I was thinking about it just now in terms of evaluating algorithms and STL's and such like. For example with hash tables there are a lot of different implementation choices, you can trade off code complexity vs. speed vs. memory use vs. flexibility. The truth is, almost any reasonable point on that curve would be fine. The only thing that actually matters is that you avoid implementations that are *grossly bad*. That is, they're way off the curve of where the good choices are. Whether you choose something that's slightly faster or not is pretty irrelevant in the scheme of things. (like all of these points, obviously this is dependent on context - decisions that are usually irrelevant can become crucial in some conditions).


01-19-09 - swap, templates, and junk

I keep running into annoying problems.

One is having macro conflicts. I like to just have stuff like

#define MIN(a,b)    ( (a) < (b) ? (a) : (b) )

for myself, which is fine and all, until you try to mix multiple codebases that all have their own idea of what that macro should be.

(obviously MIN is not actually a big deal because everybody agrees on what that should be; a bigger issue is like if people are doing a #define of malloc or SWAP or Log).

The cleanest thing I've come up with is :

1. All #defines in headers must be "namespaced" , like CB_MIN instead of just MIN.

2. Never #define anything that looks like it's in global namespace (eg. no #defining malloc)

3. Make a header called "use_cb.h" which does
    #define MIN     CB_MIN
    #define malloc  cb::malloc


Basically this is hacky way of "namespacing" the macros and then "using the namespace" in the CPP files.
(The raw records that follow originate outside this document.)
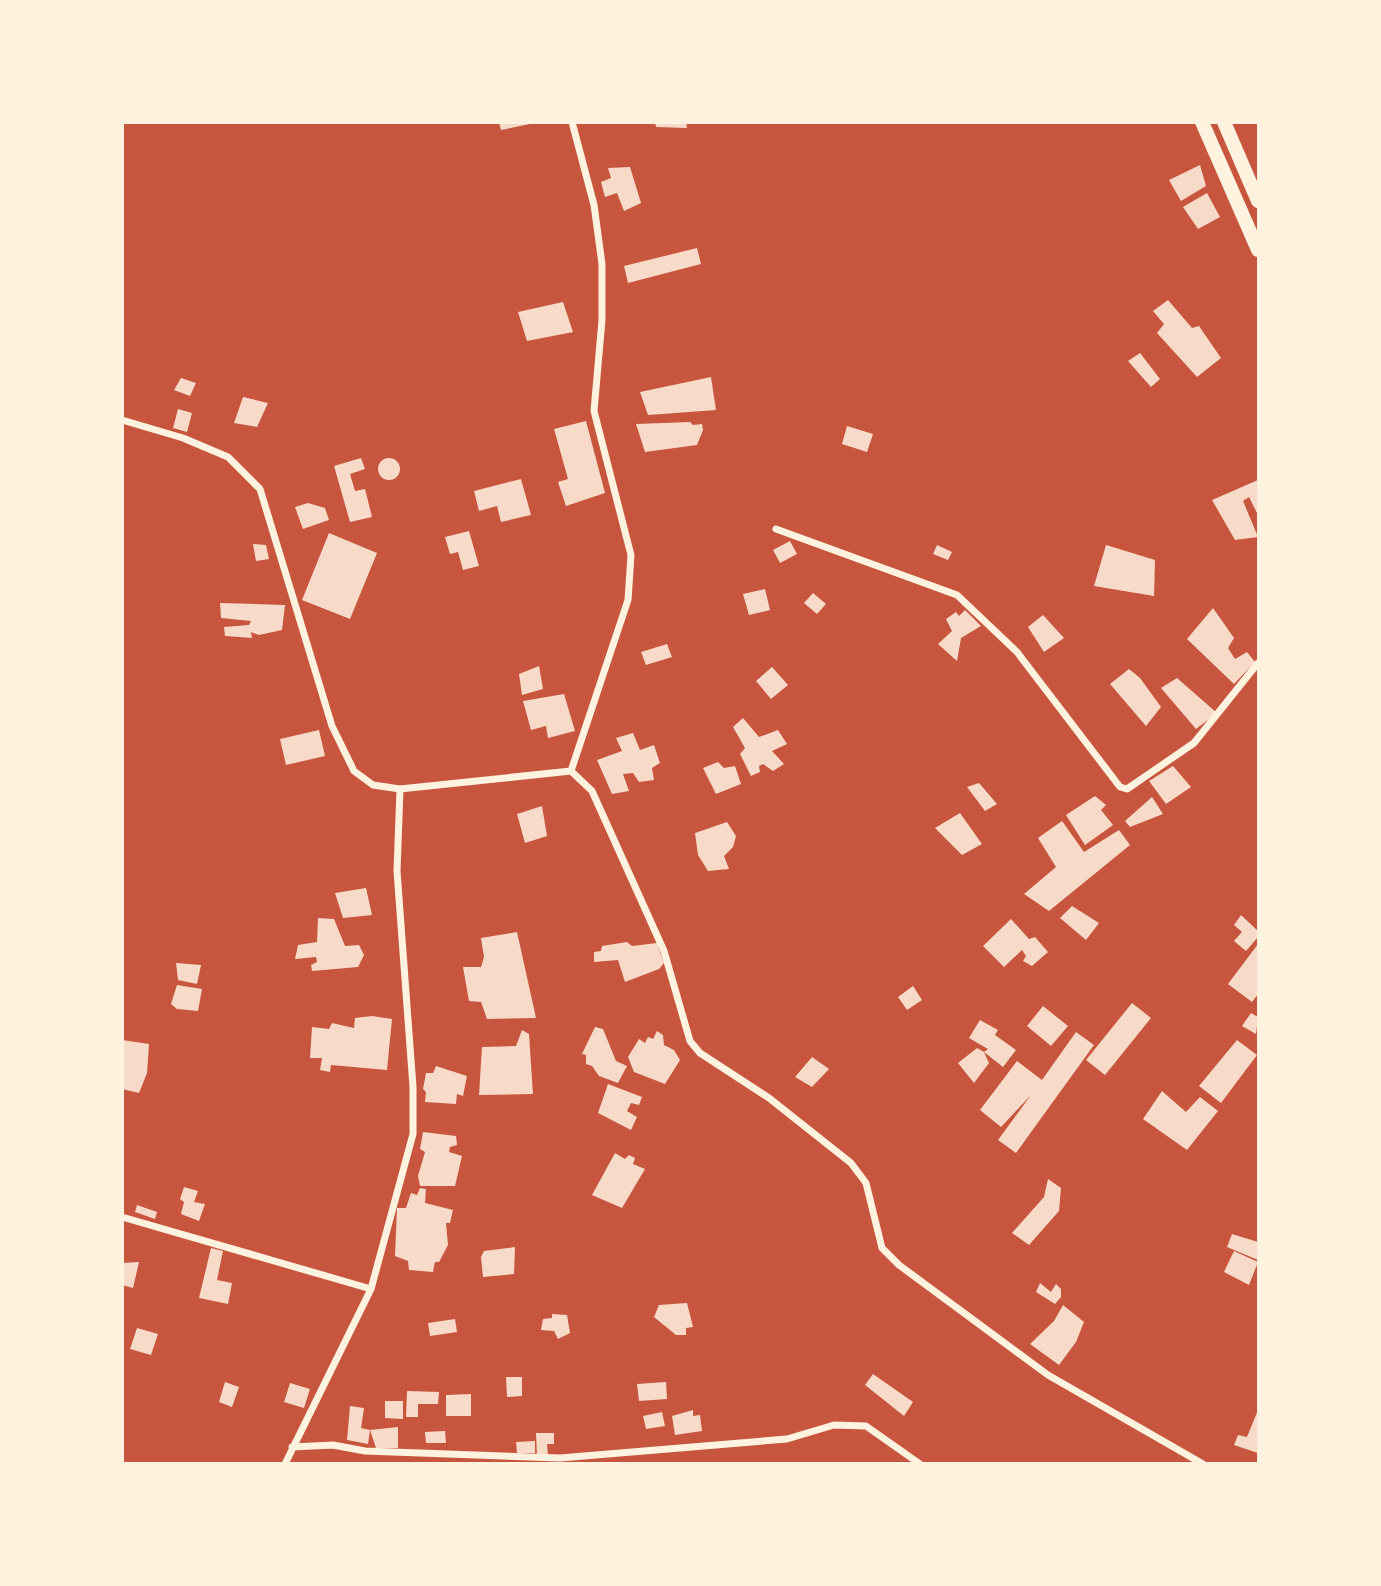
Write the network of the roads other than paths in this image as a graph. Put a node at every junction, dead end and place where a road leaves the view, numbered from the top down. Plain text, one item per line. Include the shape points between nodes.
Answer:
1 (572, 122) edge
2 (1202, 122) edge
3 (1224, 122) edge
4 (1258, 201) edge
5 (1258, 250) edge
6 (122, 420) edge
7 (776, 529) dead end
8 (1258, 663) edge
9 (571, 771) junction
10 (400, 789) junction
11 (122, 1217) edge
12 (371, 1289) junction
13 (292, 1447) junction
14 (475, 1455) junction
15 (285, 1464) edge
16 (475, 1464) edge
17 (920, 1464) edge
18 (1203, 1464) edge

1 - 9 street via 594,205 602,264 594,411 631,555 631,579
2 - 5 main road
3 - 4 main road
6 - 10 street via 228,457 260,489 332,726 354,771 373,785
7 - 8 street via 957,595 1017,652 1120,787 1127,789 1194,743
9 - 10 street
9 - 18 street via 592,791 639,891 664,951 690,1041 700,1053 769,1098 851,1163 866,1183 883,1248 899,1265 1048,1375
10 - 12 street via 397,871 413,1134
11 - 12 street
12 - 13 street
13 - 14 street
13 - 15 street
14 - 16 street
14 - 17 street via 560,1458 651,1452 787,1439 834,1425 866,1426

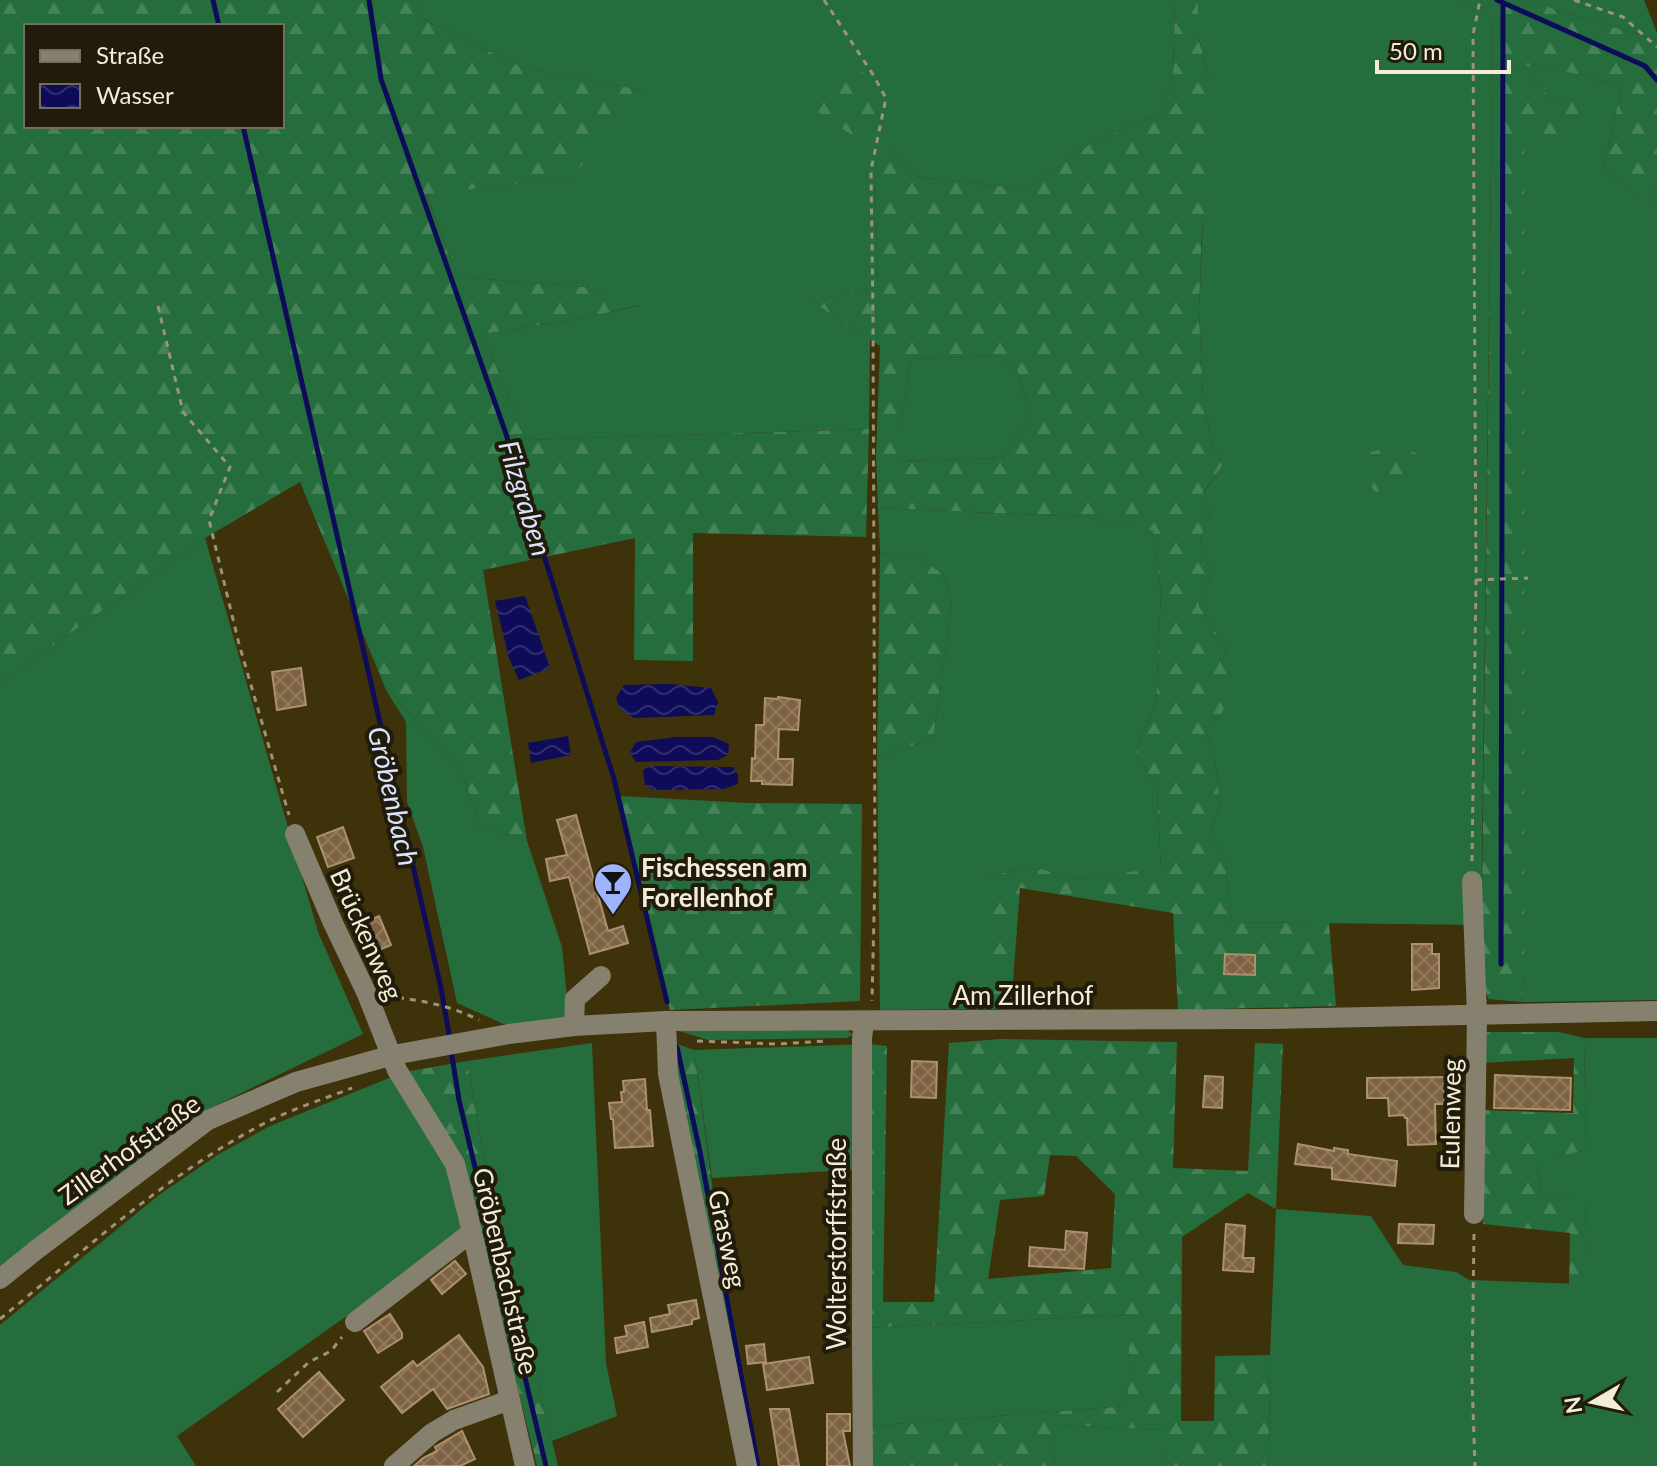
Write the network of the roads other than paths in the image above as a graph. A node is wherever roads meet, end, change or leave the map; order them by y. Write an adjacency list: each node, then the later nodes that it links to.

Not awesome.

The other issue I'm running into is generic functions and template specialization.

Say you're working with some codebase, let's call it "stupidlib". They have their own ::swap template :

template < typename Type > inline void stupidSwap(Type &a,Type &b)
    Type c = a; a = b; b = c;

And then they also override it for some special cases :

template < >
inline void stupidSwap<stupidObject>(stupidObject &a,stupidObject &b)

Now, you are trying to munge stupidlib into a codebase that just uses the normal STL. It's putting objects in containers, and you want it to use std::swap correctly, but when you call std::swap on a stupidObject - it doesn't see that a nice swap override has been made.

So far as I can't tell you cannot fix this. It is impossible to make std::swap redirect to stupidSwap for the cases where stupidSwap has been overriden. You have to do it manually for each object type, and any time somebody changes stupidlib your code can silently break.

Now there is a pretty easy solution to this : never define a generic operation which already exists in the STL - just override the STL.

The problem is that people like to replace bits of the STL all the time. Hell I do it, because the STL headers are so retardedly bloated they kill compile times, so I try to use them minimally.

But that "solution" isn't really a solution anyway - it's just a convention to use the STL defs as bases for overloading when they exist. When you're trying to overload a generic operation that isn't defined in the STL you go back to having the same problem - two codebases can define that operation and various specializations, and you can't mix them.

Generic/template programming simply does not work well when mixing codebases.